Another interesting point in this case is the clinical application of Sutton’s law, where the health professional focusses on what seems to be most beneficial for the diagnosis. The law is named after the bank robber Willie Sutton, who reputedly replied to a reporter's inquiry as to why he robbed banks by saying “because that's where the money is”. In this case, the supraclavicular lymph node was ‘the bank’, and therefore, the lymph node biopsy should have been performed at a very early stage in the diagnostic process. Compared to the risks of endoscopy or bone marrow biopsy (in general, below 0.1%), the risk of mortality related to biopsy under general anaesthesia in severely ill patients (based on the P-POSSUM score [5], our patient’s predicted mortality risk was about 30–50% soon after admission) can be very high[6–8]. Hence, it may be better to postpone taking a biopsy until the patient’s clinical condition improves, although in this case, there was no guarantee that the patient would improve. Therefore, unnecessarily delaying a useful test may result in losing the chance of further testing, or increase the risk of doing a biopsy, especially if the patient's condition worsens. To that end, it is suggested that physicians should risk carrying out the most useful test for the diagnostic process even if it is invasive. And the decision to do the test should be made swiftly for timely diagnosis and treatment, and to minimize the risk of the test itself. The ‘bank’ may not be there indefinitely to help diagnosis.
Experienced physicians have an established intuitive thought process of rapidly recalling diagnoses. But intuitive thinking may be susceptible to bias. However, analytic diagnostic thinking can compensate for this shortcoming and complement intuitive diagnostic thinking.

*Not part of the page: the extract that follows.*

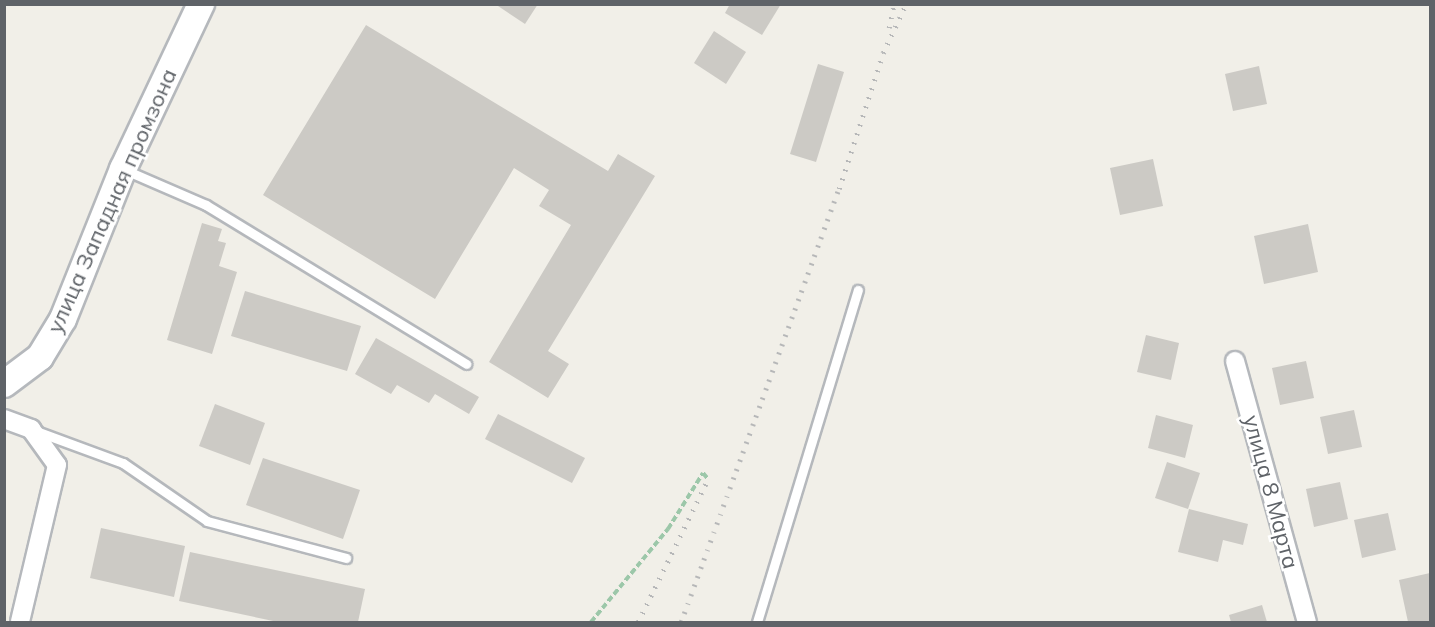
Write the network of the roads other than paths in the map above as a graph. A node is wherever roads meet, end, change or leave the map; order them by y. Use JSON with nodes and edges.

This case underscores two reflections from the diagnostic medicine perspective. Physicians can reach the correct diagnosis by recalling a cluster of diseases that have a similar clinical expression to their intuitive diagnosis [9]. Moreover, in order to identify the correct differential diagnosis, physicians must understand the exact illness script of each disease and the differences in clinical findings among the differential diagnoses. The key to reaching the correct diagnosis as quickly as possible includes flexible use of the dual-process model and careful clarification of the clinical presentation of each differential diagnosis.